● **Records from a data source**

*-*-*

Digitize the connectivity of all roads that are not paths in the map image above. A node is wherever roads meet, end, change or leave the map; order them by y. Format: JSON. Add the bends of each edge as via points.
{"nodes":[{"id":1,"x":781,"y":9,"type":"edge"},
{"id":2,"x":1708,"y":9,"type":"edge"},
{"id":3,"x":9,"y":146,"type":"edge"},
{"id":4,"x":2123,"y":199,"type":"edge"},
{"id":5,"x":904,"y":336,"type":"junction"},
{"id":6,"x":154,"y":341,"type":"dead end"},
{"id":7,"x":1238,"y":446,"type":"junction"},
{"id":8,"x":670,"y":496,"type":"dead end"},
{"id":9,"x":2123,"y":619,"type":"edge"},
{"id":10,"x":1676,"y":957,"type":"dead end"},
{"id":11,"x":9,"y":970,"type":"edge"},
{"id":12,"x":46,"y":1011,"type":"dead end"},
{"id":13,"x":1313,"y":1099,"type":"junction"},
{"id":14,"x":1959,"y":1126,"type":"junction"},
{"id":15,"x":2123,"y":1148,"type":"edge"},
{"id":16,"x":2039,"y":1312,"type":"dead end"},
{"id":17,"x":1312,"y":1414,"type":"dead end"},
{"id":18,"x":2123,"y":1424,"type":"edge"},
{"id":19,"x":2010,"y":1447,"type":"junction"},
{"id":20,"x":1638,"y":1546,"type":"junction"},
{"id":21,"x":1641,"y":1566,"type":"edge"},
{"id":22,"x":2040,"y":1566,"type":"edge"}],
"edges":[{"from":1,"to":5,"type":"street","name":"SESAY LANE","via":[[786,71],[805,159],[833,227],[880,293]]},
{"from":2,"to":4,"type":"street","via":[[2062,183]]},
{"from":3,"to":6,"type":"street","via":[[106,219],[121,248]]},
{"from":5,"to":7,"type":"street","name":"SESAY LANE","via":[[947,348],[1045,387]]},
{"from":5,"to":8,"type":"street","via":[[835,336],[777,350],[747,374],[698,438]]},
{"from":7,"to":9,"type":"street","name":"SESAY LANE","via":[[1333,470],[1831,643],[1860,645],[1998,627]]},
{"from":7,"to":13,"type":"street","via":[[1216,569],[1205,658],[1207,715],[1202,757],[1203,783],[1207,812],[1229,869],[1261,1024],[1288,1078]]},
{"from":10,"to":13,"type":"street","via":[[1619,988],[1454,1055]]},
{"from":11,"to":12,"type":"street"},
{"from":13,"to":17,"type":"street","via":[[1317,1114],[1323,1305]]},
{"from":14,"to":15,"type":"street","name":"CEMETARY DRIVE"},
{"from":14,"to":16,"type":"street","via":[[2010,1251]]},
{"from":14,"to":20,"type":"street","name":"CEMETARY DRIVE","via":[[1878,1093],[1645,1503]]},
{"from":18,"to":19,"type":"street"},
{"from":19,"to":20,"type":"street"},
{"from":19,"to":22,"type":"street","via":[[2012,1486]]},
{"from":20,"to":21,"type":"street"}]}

*-*-*

Give back every line of the data exactly as it was written.

Digitize the connectivity of all roads that are not paths in the map image above. A node is wherever roads meet, end, change or leave the map; order them by y. Format: JSON. Add the bends of each edge as via points.
{"nodes":[{"id":1,"x":781,"y":9,"type":"edge"},
{"id":2,"x":1708,"y":9,"type":"edge"},
{"id":3,"x":9,"y":146,"type":"edge"},
{"id":4,"x":2123,"y":199,"type":"edge"},
{"id":5,"x":904,"y":336,"type":"junction"},
{"id":6,"x":154,"y":341,"type":"dead end"},
{"id":7,"x":1238,"y":446,"type":"junction"},
{"id":8,"x":670,"y":496,"type":"dead end"},
{"id":9,"x":2123,"y":619,"type":"edge"},
{"id":10,"x":1676,"y":957,"type":"dead end"},
{"id":11,"x":9,"y":970,"type":"edge"},
{"id":12,"x":46,"y":1011,"type":"dead end"},
{"id":13,"x":1313,"y":1099,"type":"junction"},
{"id":14,"x":1959,"y":1126,"type":"junction"},
{"id":15,"x":2123,"y":1148,"type":"edge"},
{"id":16,"x":2039,"y":1312,"type":"dead end"},
{"id":17,"x":1312,"y":1414,"type":"dead end"},
{"id":18,"x":2123,"y":1424,"type":"edge"},
{"id":19,"x":2010,"y":1447,"type":"junction"},
{"id":20,"x":1638,"y":1546,"type":"junction"},
{"id":21,"x":1641,"y":1566,"type":"edge"},
{"id":22,"x":2040,"y":1566,"type":"edge"}],
"edges":[{"from":1,"to":5,"type":"street","name":"SESAY LANE","via":[[786,71],[805,159],[833,227],[880,293]]},
{"from":2,"to":4,"type":"street","via":[[2062,183]]},
{"from":3,"to":6,"type":"street","via":[[106,219],[121,248]]},
{"from":5,"to":7,"type":"street","name":"SESAY LANE","via":[[947,348],[1045,387]]},
{"from":5,"to":8,"type":"street","via":[[835,336],[777,350],[747,374],[698,438]]},
{"from":7,"to":9,"type":"street","name":"SESAY LANE","via":[[1333,470],[1831,643],[1860,645],[1998,627]]},
{"from":7,"to":13,"type":"street","via":[[1216,569],[1205,658],[1207,715],[1202,757],[1203,783],[1207,812],[1229,869],[1261,1024],[1288,1078]]},
{"from":10,"to":13,"type":"street","via":[[1619,988],[1454,1055]]},
{"from":11,"to":12,"type":"street"},
{"from":13,"to":17,"type":"street","via":[[1317,1114],[1323,1305]]},
{"from":14,"to":15,"type":"street","name":"CEMETARY DRIVE"},
{"from":14,"to":16,"type":"street","via":[[2010,1251]]},
{"from":14,"to":20,"type":"street","name":"CEMETARY DRIVE","via":[[1878,1093],[1645,1503]]},
{"from":18,"to":19,"type":"street"},
{"from":19,"to":20,"type":"street"},
{"from":19,"to":22,"type":"street","via":[[2012,1486]]},
{"from":20,"to":21,"type":"street"}]}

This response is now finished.